The safety represents a significant concern in gene therapy. In recent years, recombinant AAV has attracted great interest as a gene therapy vector because of stable expression of transgene without disturbing the function of the host genome [46]. AAV1 has a relative tropism for the heart (cardiomyocytes), and the endothelium, and vascular smooth muscle [30]. In this study, we used an AAV1 vector via intratracheal injection based on our previous work which demonstrated efficient transduction of AAV1 in pulmonary vessels [47]. Here, the intratracheal delivery of AAV1-si-Notch4 has both preventive and therapeutic efficacy in HPH rats. The AAV1 was highly expressed in the pulmonary vascular media of rat lung tissues. Notch4 expression was also vSMC-specifically silenced in the AAV1-si-Notch4 group.

There are some limitations to this study.
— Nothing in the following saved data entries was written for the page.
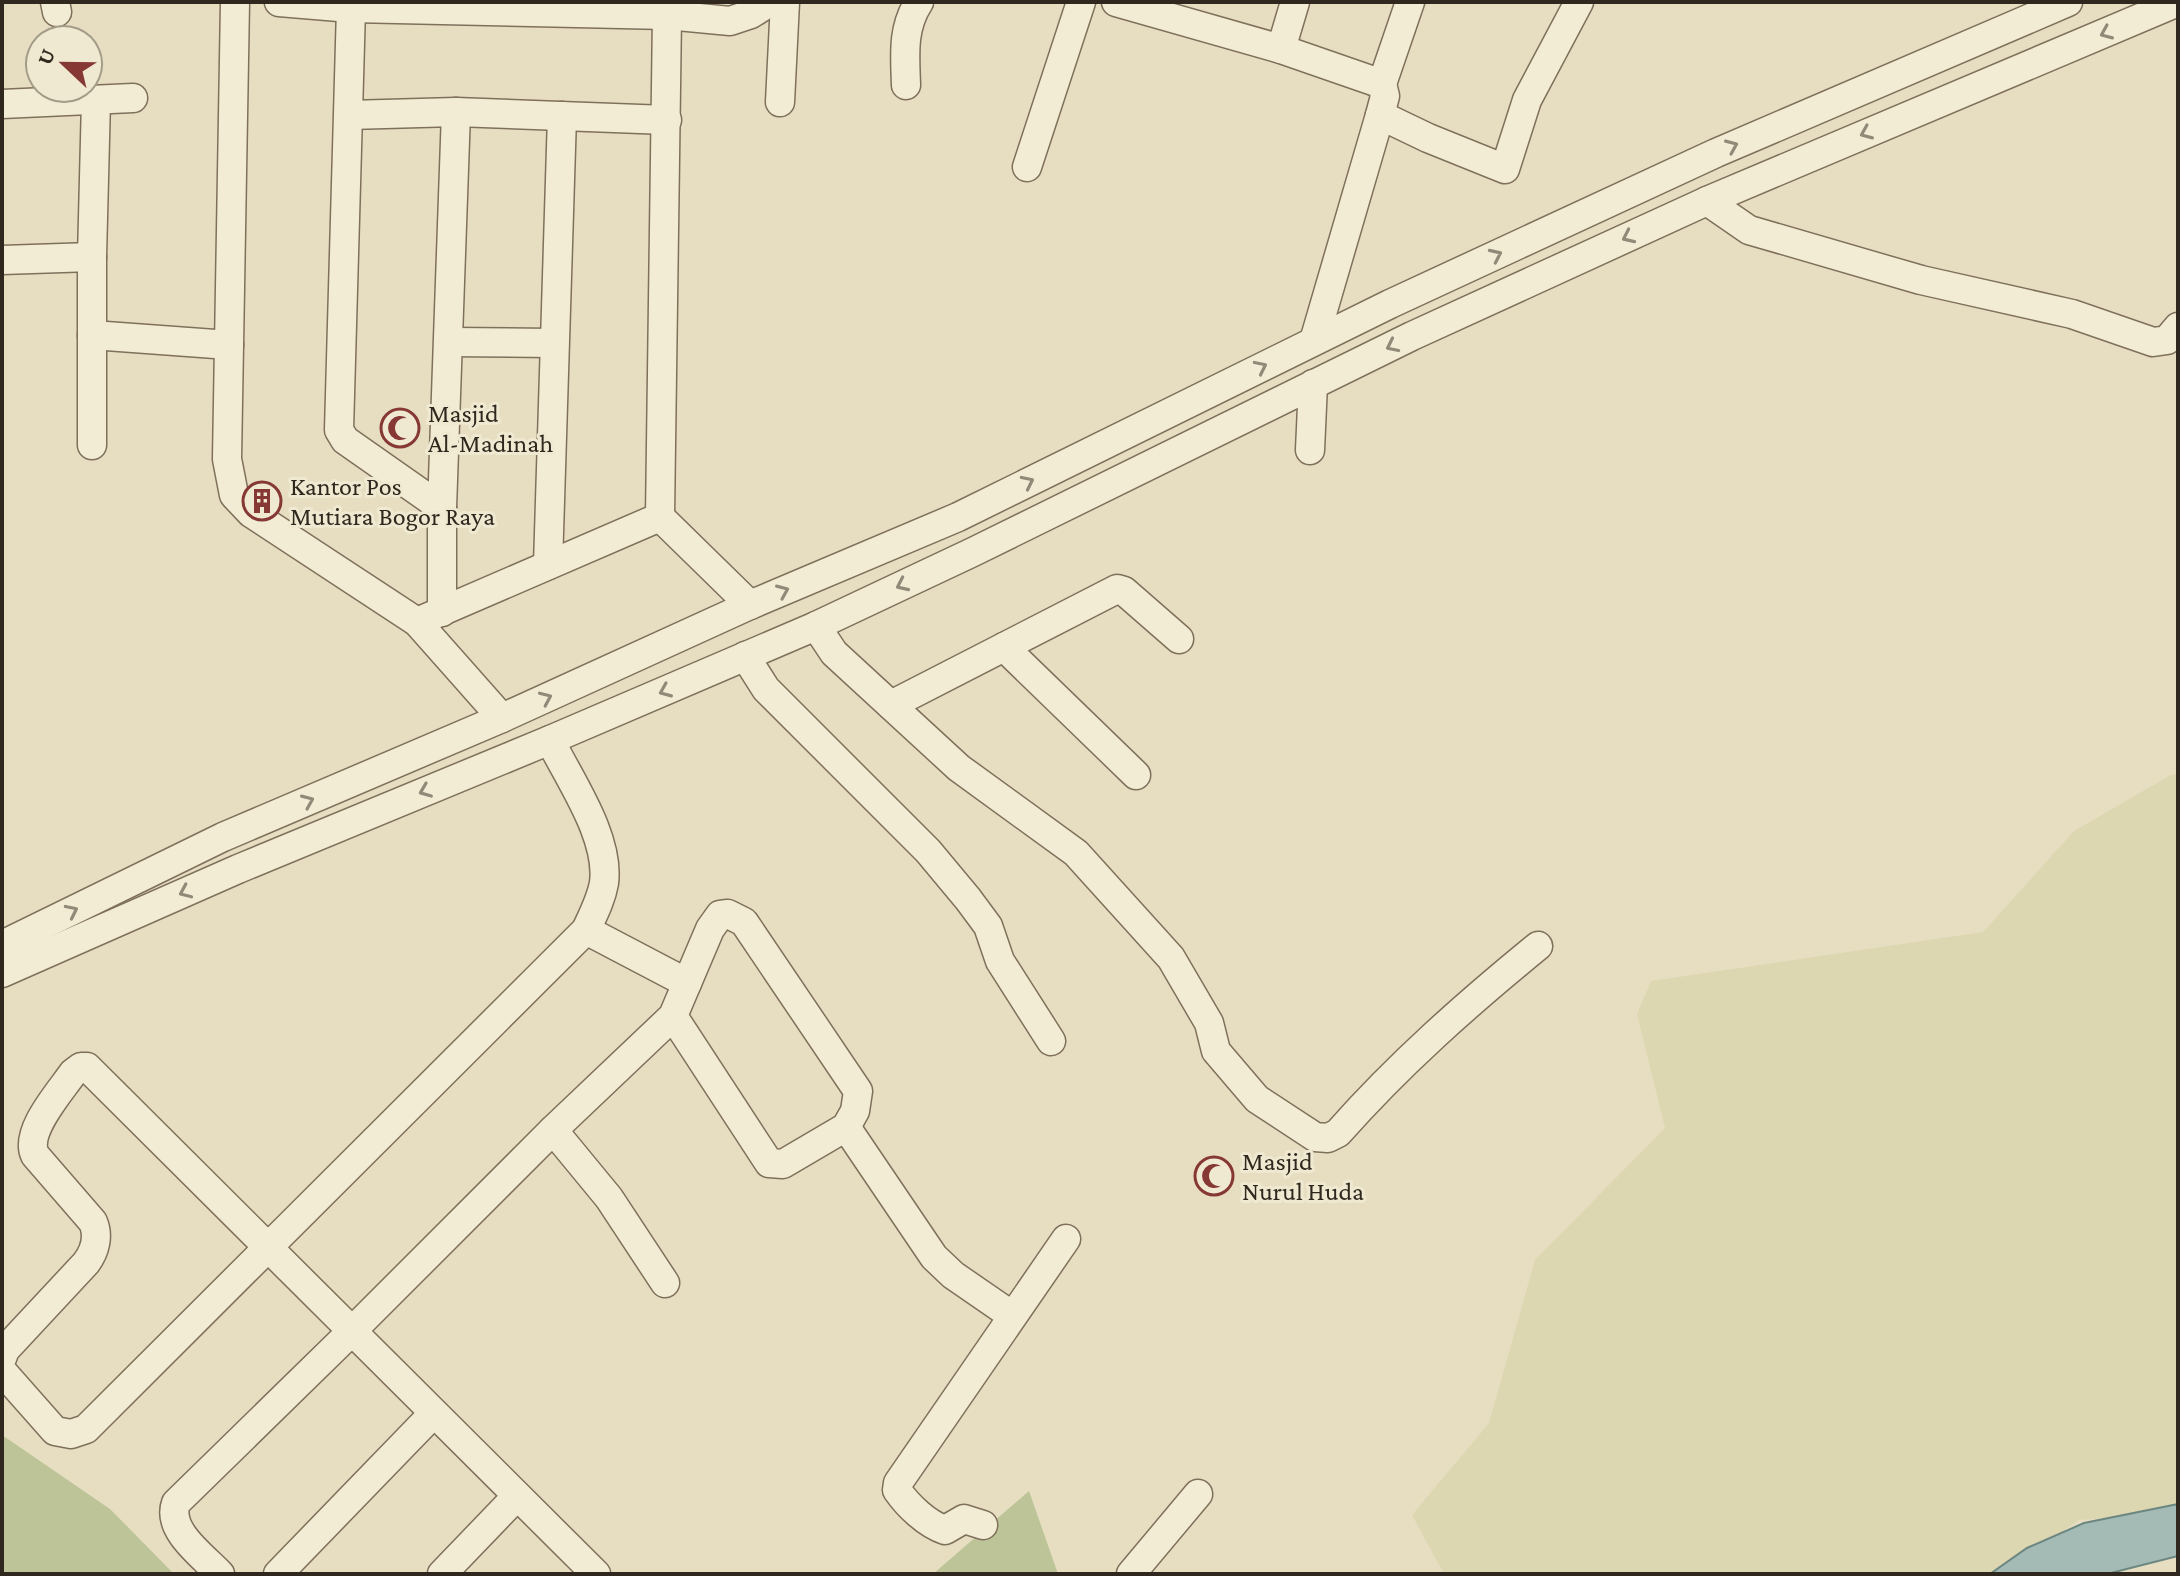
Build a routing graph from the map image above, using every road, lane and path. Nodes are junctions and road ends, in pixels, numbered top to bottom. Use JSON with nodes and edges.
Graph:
{"nodes":[{"id":1,"x":235,"y":2,"type":"edge"},
{"id":2,"x":279,"y":2,"type":"edge"},
{"id":3,"x":770,"y":2,"type":"edge"},
{"id":4,"x":785,"y":2,"type":"edge"},
{"id":5,"x":919,"y":2,"type":"edge"},
{"id":6,"x":1081,"y":2,"type":"edge"},
{"id":7,"x":1116,"y":2,"type":"edge"},
{"id":8,"x":1295,"y":2,"type":"edge"},
{"id":9,"x":1410,"y":2,"type":"edge"},
{"id":10,"x":1579,"y":2,"type":"edge"},
{"id":11,"x":2068,"y":2,"type":"edge"},
{"id":12,"x":2178,"y":2,"type":"edge"},
{"id":13,"x":351,"y":8,"type":"junction"},
{"id":14,"x":667,"y":15,"type":"junction"},
{"id":15,"x":1281,"y":49,"type":"junction"},
{"id":16,"x":1382,"y":84,"type":"junction"},
{"id":17,"x":906,"y":85,"type":"dead end"},
{"id":18,"x":133,"y":98,"type":"dead end"},
{"id":19,"x":104,"y":100,"type":"edge"},
{"id":20,"x":780,"y":102,"type":"dead end"},
{"id":21,"x":24,"y":103,"type":"edge"},
{"id":22,"x":2,"y":104,"type":"edge"},
{"id":23,"x":96,"y":104,"type":"edge"},
{"id":24,"x":456,"y":112,"type":"junction"},
{"id":25,"x":349,"y":115,"type":"junction"},
{"id":26,"x":1380,"y":115,"type":"junction"},
{"id":27,"x":562,"y":116,"type":"junction"},
{"id":28,"x":667,"y":120,"type":"junction"},
{"id":29,"x":1027,"y":167,"type":"dead end"},
{"id":30,"x":1707,"y":201,"type":"junction"},
{"id":31,"x":92,"y":257,"type":"junction"},
{"id":32,"x":2,"y":260,"type":"edge"},
{"id":33,"x":2178,"y":327,"type":"edge"},
{"id":34,"x":92,"y":335,"type":"junction"},
{"id":35,"x":1314,"y":341,"type":"junction"},
{"id":36,"x":449,"y":342,"type":"junction"},
{"id":37,"x":553,"y":343,"type":"junction"},
{"id":38,"x":229,"y":345,"type":"junction"},
{"id":39,"x":1313,"y":384,"type":"junction"},
{"id":40,"x":92,"y":445,"type":"dead end"},
{"id":41,"x":1310,"y":450,"type":"dead end"},
{"id":42,"x":442,"y":508,"type":"junction"},
{"id":43,"x":660,"y":517,"type":"junction"},
{"id":44,"x":958,"y":517,"type":"junction"},
{"id":45,"x":973,"y":552,"type":"junction"},
{"id":46,"x":548,"y":565,"type":"junction"},
{"id":47,"x":750,"y":605,"type":"junction"},
{"id":48,"x":430,"y":617,"type":"junction"},
{"id":49,"x":816,"y":626,"type":"junction"},
{"id":50,"x":1179,"y":639,"type":"dead end"},
{"id":51,"x":1004,"y":647,"type":"junction"},
{"id":52,"x":745,"y":656,"type":"junction"},
{"id":53,"x":891,"y":705,"type":"junction"},
{"id":54,"x":502,"y":718,"type":"junction"},
{"id":55,"x":550,"y":740,"type":"junction"},
{"id":56,"x":1136,"y":775,"type":"dead end"},
{"id":57,"x":223,"y":837,"type":"junction"},
{"id":58,"x":238,"y":869,"type":"junction"},
{"id":59,"x":586,"y":930,"type":"junction"},
{"id":60,"x":2,"y":945,"type":"edge"},
{"id":61,"x":1538,"y":946,"type":"dead end"},
{"id":62,"x":2,"y":973,"type":"edge"},
{"id":63,"x":687,"y":983,"type":"junction"},
{"id":64,"x":673,"y":1016,"type":"junction"},
{"id":65,"x":1051,"y":1041,"type":"dead end"},
{"id":66,"x":846,"y":1127,"type":"junction"},
{"id":67,"x":553,"y":1130,"type":"junction"},
{"id":68,"x":1066,"y":1239,"type":"dead end"},
{"id":69,"x":269,"y":1247,"type":"junction"},
{"id":70,"x":665,"y":1283,"type":"dead end"},
{"id":71,"x":1011,"y":1315,"type":"junction"},
{"id":72,"x":351,"y":1332,"type":"junction"},
{"id":73,"x":2,"y":1358,"type":"edge"},
{"id":74,"x":2,"y":1371,"type":"edge"},
{"id":75,"x":433,"y":1414,"type":"junction"},
{"id":76,"x":1198,"y":1494,"type":"dead end"},
{"id":77,"x":517,"y":1496,"type":"junction"},
{"id":78,"x":983,"y":1525,"type":"dead end"},
{"id":79,"x":1145,"y":1568,"type":"edge"},
{"id":80,"x":220,"y":1574,"type":"edge"},
{"id":81,"x":278,"y":1574,"type":"edge"},
{"id":82,"x":442,"y":1574,"type":"edge"},
{"id":83,"x":596,"y":1574,"type":"edge"}],
"edges":[{"from":1,"to":38,"type":"street"},
{"from":2,"to":13,"type":"street"},
{"from":3,"to":14,"type":"street"},
{"from":4,"to":20,"type":"street"},
{"from":5,"to":17,"type":"street"},
{"from":6,"to":29,"type":"street"},
{"from":7,"to":15,"type":"street"},
{"from":8,"to":15,"type":"street"},
{"from":9,"to":16,"type":"street"},
{"from":10,"to":26,"type":"street"},
{"from":35,"to":11,"type":"street","one_way":true},
{"from":12,"to":30,"type":"street","one_way":true},
{"from":13,"to":14,"type":"street"},
{"from":13,"to":25,"type":"street"},
{"from":14,"to":28,"type":"street"},
{"from":15,"to":16,"type":"street"},
{"from":16,"to":26,"type":"street"},
{"from":18,"to":19,"type":"street"},
{"from":21,"to":22,"type":"street"},
{"from":23,"to":31,"type":"street"},
{"from":24,"to":25,"type":"street"},
{"from":24,"to":27,"type":"street"},
{"from":24,"to":36,"type":"street"},
{"from":25,"to":42,"type":"street"},
{"from":26,"to":35,"type":"street"},
{"from":27,"to":28,"type":"street"},
{"from":27,"to":37,"type":"street"},
{"from":28,"to":43,"type":"street"},
{"from":30,"to":33,"type":"street"},
{"from":30,"to":39,"type":"street","one_way":true},
{"from":31,"to":32,"type":"street"},
{"from":31,"to":34,"type":"street"},
{"from":34,"to":38,"type":"street"},
{"from":34,"to":40,"type":"street"},
{"from":44,"to":35,"type":"street","one_way":true},
{"from":36,"to":37,"type":"street"},
{"from":36,"to":42,"type":"street"},
{"from":37,"to":46,"type":"street"},
{"from":38,"to":48,"type":"street"},
{"from":39,"to":41,"type":"street"},
{"from":39,"to":45,"type":"street"},
{"from":42,"to":48,"type":"street"},
{"from":43,"to":46,"type":"street"},
{"from":43,"to":47,"type":"street"},
{"from":44,"to":45,"type":"street"},
{"from":47,"to":44,"type":"street","one_way":true},
{"from":45,"to":49,"type":"street","one_way":true},
{"from":46,"to":48,"type":"street"},
{"from":54,"to":47,"type":"street","one_way":true},
{"from":48,"to":54,"type":"street"},
{"from":49,"to":52,"type":"street"},
{"from":49,"to":53,"type":"street"},
{"from":50,"to":51,"type":"street"},
{"from":51,"to":53,"type":"street"},
{"from":51,"to":56,"type":"street"},
{"from":52,"to":55,"type":"street","one_way":true},
{"from":52,"to":65,"type":"street"},
{"from":53,"to":61,"type":"street"},
{"from":57,"to":54,"type":"street","one_way":true},
{"from":55,"to":58,"type":"street","one_way":true},
{"from":55,"to":59,"type":"street"},
{"from":57,"to":58,"type":"street"},
{"from":60,"to":57,"type":"street","one_way":true},
{"from":58,"to":62,"type":"street","one_way":true},
{"from":59,"to":63,"type":"street"},
{"from":59,"to":69,"type":"street"},
{"from":63,"to":64,"type":"street"},
{"from":63,"to":66,"type":"street"},
{"from":64,"to":66,"type":"street"},
{"from":64,"to":67,"type":"street"},
{"from":66,"to":71,"type":"street"},
{"from":67,"to":70,"type":"street"},
{"from":67,"to":72,"type":"street"},
{"from":68,"to":71,"type":"street"},
{"from":69,"to":72,"type":"street"},
{"from":69,"to":73,"type":"street"},
{"from":69,"to":74,"type":"street"},
{"from":71,"to":78,"type":"street"},
{"from":72,"to":75,"type":"street"},
{"from":72,"to":80,"type":"street"},
{"from":75,"to":77,"type":"street"},
{"from":75,"to":81,"type":"street"},
{"from":76,"to":79,"type":"street"},
{"from":77,"to":82,"type":"street"},
{"from":77,"to":83,"type":"street"}]}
Firstly, the western blotting result revealed an increased tendency of Notch4 in the lung tissues from 4 patients with HPH compared with matched controls. The power of the data is limited due to the insufficient sample size. Lung tissues from more HPH patients are needed for verification. Secondly, although the delivery of recombinant AAVs is promising, we must acknowledge the challenges here. The barrier concerns the immune response against the recombinant AAVs capsid, and poses substantial challenges to effective and safe gene delivery [48, 49]. Thirdly, female rats are not included in our animal model. As Mair et al. has demonstrated that endogenous estrogen plays a causative role in the development of hypoxic pulmonary hypertension in female animal models [50]. In addition, the male rat models are widely used in the study of hypoxic pulmonary hypertension [51]. We investigated the role of Notch4 in the development of hypoxic pulmonary hypertension in the male rat models.

In conclusion, this study demonstrates an important role of the Notch4-ERK/JNK/P38 MAPK axis in hypoxic pulmonary remodeling and provides a potential therapeutic target for HPH patients.

Conclusions

This study reveals an important role of the Notch4-ERK/JNK/P38 MAPK axis in hypoxic pulmonary remodeling and provides a potential therapeutic target for patients with HPH.